She survived the Las Vegas shooting. But then came the California wildfires.
Watching Jason Aldean perform Oct. 1 from outside the fence at the Route 91 Harvest Festival in Las Vegas, Michella Flores at first ignored the strange popping sounds.
“That’s when everybody started screaming and coming out of the festival screaming, ‘Shooter!’ ” she told CNN. Flores, 51, a part-time flight attendant, bolted down Las Vegas Boulevard and spent hours huddled in a casino conference room with other survivors, she said.
A man shooting at the country music festival from the 32nd floor of the Mandalay Bay Resort and Casino killed 59 people and wounded 515 more. The suspected gunman, identified as Stephen Paddock, 64, killed himself as officers stormed his hotel room, police say.

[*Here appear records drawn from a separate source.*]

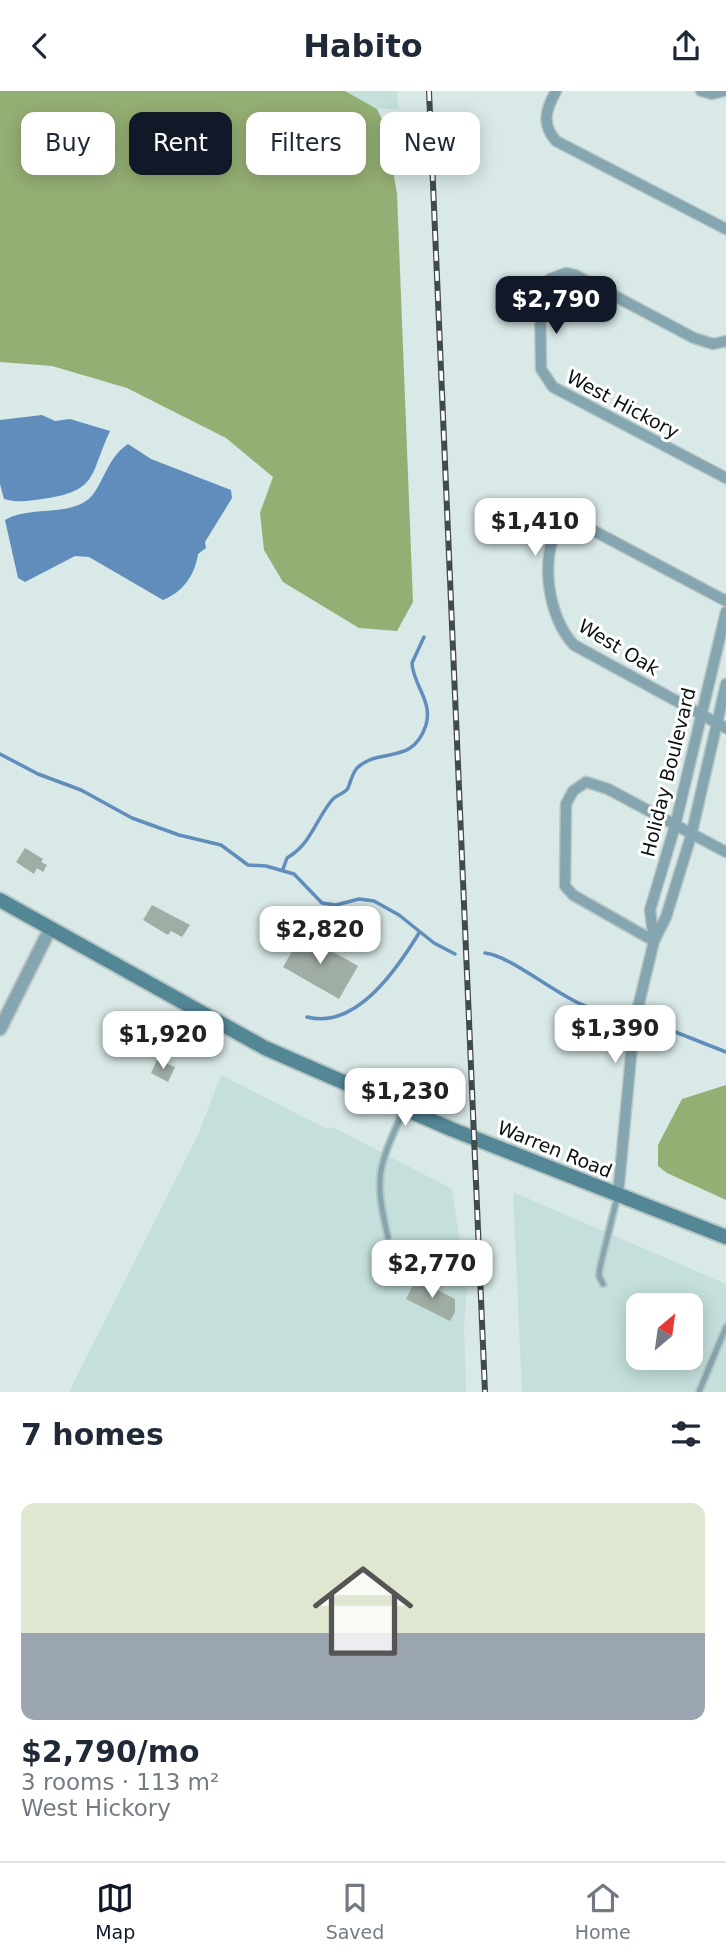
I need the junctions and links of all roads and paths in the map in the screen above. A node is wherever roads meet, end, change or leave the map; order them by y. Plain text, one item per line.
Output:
1 (556, 91) edge
2 (702, 91) edge
3 (724, 91) edge
4 (726, 229) edge
5 (726, 341) edge
6 (726, 478) edge
7 (726, 601) edge
8 (726, 612) edge
9 (726, 684) edge
10 (700, 713) junction
11 (721, 725) edge
12 (675, 826) junction
13 (691, 836) junction
14 (726, 852) edge
15 (0, 900) edge
16 (50, 929) junction
17 (654, 941) junction
18 (0, 1029) edge
19 (404, 1109) junction
20 (618, 1195) junction
21 (388, 1237) dead end
22 (726, 1237) edge
23 (603, 1284) dead end
24 (726, 1327) edge
25 (699, 1392) edge

1 - 4 street
2 - 3 street
5 - 6 street, West Hickory
7 - 10 street, West Oak
8 - 10 street, Holiday Boulevard
9 - 11 street, Holiday Boulevard
10 - 11 street, West Oak
10 - 12 street, Holiday Boulevard
11 - 13 street, Holiday Boulevard
12 - 13 street
12 - 17 street, Holiday Boulevard
12 - 17 street
13 - 14 street
13 - 17 street, Holiday Boulevard
15 - 16 main road, Warren Road
16 - 18 street
16 - 19 main road, Warren Road
17 - 20 street, Holiday Boulevard
19 - 20 main road, Warren Road
19 - 21 lane
20 - 22 main road, Warren Road
20 - 23 lane
24 - 25 lane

After the chaos, Flores returned to her hotel room where, unable to sleep, she looked out the window toward the festival site, she told CNN. “That night, I could see the bodies,” she said.
Following several more days at her job, Flores returned to the rental home she temporarily shared with her parents in Santa Rosa, Calif., on the night of Oct. 8. As she approached, she noticed an orange glow on the hillside, she told KTVU. A former firefighter, Flores warned her parents to pack their belongings. When the flames arrived, her parents escaped to a shelter while Flores stayed behind to help firefighters protect the home with a garden hose.
When she left for work at the Oakland airport at 4:30 a.m., the house was still standing. But when she returned home that evening, she discovered that trees behind the home had caught fire.
“And the house was gone,” she told the TV station. “Almost everything I own is gone. My bed, my bike, my clothes, my flight attendant uniforms.”
California wildfires have killed at least 41 and burned 5,700 structures in the past week. More than 75,000 people have been evacuated. The Tubbs Fire, which hit Santa Rosa, has burned more than 35,000 acres but was 60 percent contained Sunday night, according to CalFire.
Krista Flores, Michella’s sister, opened a GoFundMe account to raise money for her and their parents, Sam and Kathi. “It has not been a good few weeks for her,” Krista wrote about her sister. The campaign, which had an original goal of $10,000, had raised nearly $18,000 by Monday morning as news of Michella Flores’s story spread.